The Taxpayer Bill of Rights is viewed by some as a step in the right direction. Others see it as smoke and mirrors. But the wordy — yet historic — Taxpayer Relief Act of 1997 remains the largest tax-cut legislation in 16 years.
Sifting through the technical and legal language, what does the Taxpayer Bill of Rights mean to the average business owner?
“The bill has some good aspects to it, but it is a lot of smoke and mirrors,” said Walt Dallas, tax attorney and partner with Barnes Broom Dallas & McLeod PLLC. “It’s less substantive than reports indicate.”
The act covers improvements in capital gains, Roth IRAs, child credits, estate tax reductions, education tax incentives and other provisions, totaling more than 40 rule changes.
“A lot of areas were particularly beneficial, especially from an accounting viewpoint,” said Woody York, tax partner at Arthur Andersen LLP in Jackson. “The act allows taxpayers to talk about transactions with their accountants without being concerned, for the most part, about confidentiality.”
There are benefits
Who benefits? Innocent spouses, for starters.

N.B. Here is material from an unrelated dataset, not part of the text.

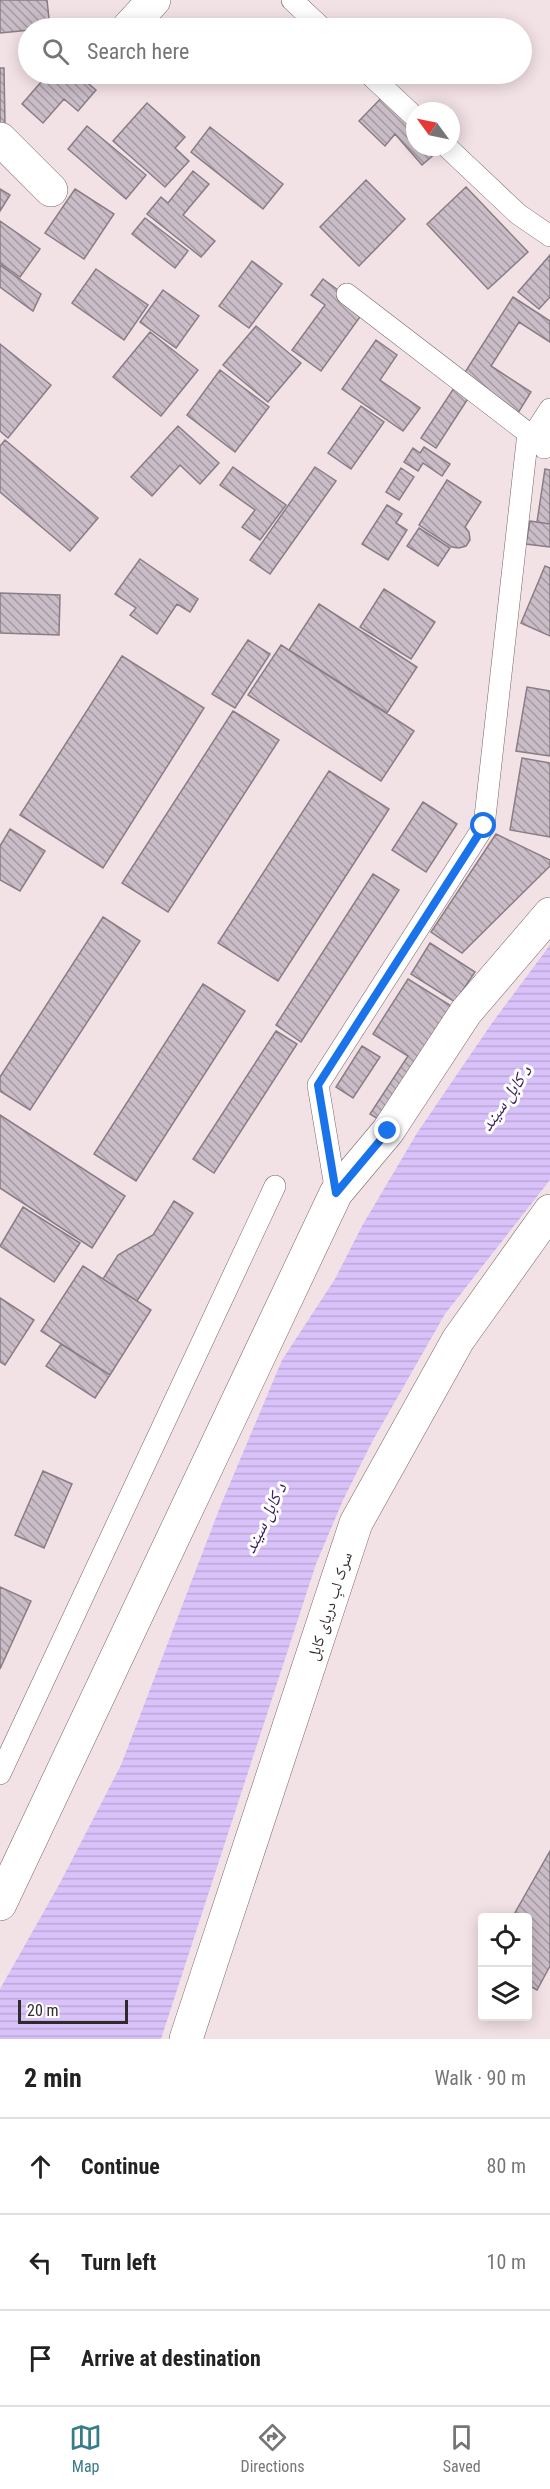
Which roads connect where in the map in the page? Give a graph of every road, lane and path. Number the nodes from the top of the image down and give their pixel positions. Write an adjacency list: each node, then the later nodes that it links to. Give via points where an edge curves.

“Allowances have been made for innocent spouses, where one spouse is not penalized for debt of another spouse,” York said. “This particularly helps with cases of estrangement or divorce.”
Worried about a home being seized? The IRS cannot seize the personal residence of a taxpayer to satisfy a tax liability of $5,000 or less. That’s double what it was.
“It has typically not been the policy of the IRS to seize personal residences anyway,” said Dallas, “It’s a very rare occurrence when it happens.”
If tax liability does not exceed $10,000, the IRS must enter into an installment agreement with an individual who requests it, if their tax returns have been filed promptly and accurately within the last five years. “The IRS has to provide that opportunity,” York said.
In the past, the IRS did not have to give an explanation if they deemed it necessary to keep your refund. Under this act, the IRS has to provide a reason. “That happens quite often when a refund is requested and the IRS does not refund it because they disagree,” York said.
“There are many provisions that the small business owner will find very beneficial,” he said.
For example, the taxpayer can collect attorney’s fees if the taxpayer wins a case against the IRS.
“The IRS has always had this provision but the act provides a little more flexibility,” Dallas said. “If, for example, the IRS is being stubborn on an issue and does not compromise, and if the taxpayer wins, the taxpayer can collect attorney’s fees.”
The act allowed a statute of limitations in the estate and gift area, Dallas said.
“You used to file a gift tax return and the IRS could come back 20 to 30 years later,” he said. “Now, once you file a gift tax return and make proper disclosure, that gift tax statute of limitation runs.”
The interest rate is now the same for over and under payments — about 5% to 6%, he said.
The small case calendar has been increased from $10,000 to $50,000, which will be “a nice help to smaller taxpayers if the court system can hold it,” Dallas said.
What about ‘burden of proof?’
Shifting the burden of proof to the IRS has been met with cynicism, said Dallas.
“The law says if the taxpayer makes certain disclosures, the technical burden of proof shifts to the IRS,” he said. “The IRS has to prove the taxpayer violated the tax law. Once the IRS makes that proof, the burden shifts back to the taxpayer. I’ve heard comments that said nothing has really changed.”
What about the possibility of the IRS rewarding its employees based on tax quotas collected?
“This bill specifically bars the IRS from using records of tax enforcement results to evaluate its employees,” said York. “It does not require, but suggests, that production quotas or goals, with respect to employees, should not be based on their results of examinations. That’s a benefit to the taxpayers.”
Dallas said it has not been the policy of the IRS to reward employees based on a quota system.
“Minor abusive situations that tend to make it in front of Congress have made it seem so,” he said. “Regardless, it’s classified as a positive change.”
Here are some other changes that will affect business people:
• Property held for more than a year — no longer 18 months minimum — will be eligible for lower capital gains rates.
• Taxpayers planning for retirement, and those who have already retired, will have more options with the Roth Conversion IRAs. The new law imposes penalties on some, but not all, early withdrawals.
• Education tax breaks funded in an education IRA applies to taxpayers under the age of 30. Benefits can be shifted to other family members to avoid the penalty.
• The person primarily liable on the student loan can deduct student loan interest.
“Nothing has really changed from a practical sense,” said Dallas. “You’re still going to have to substantiate your deductions. You’re going to have to prove your positions are correct.”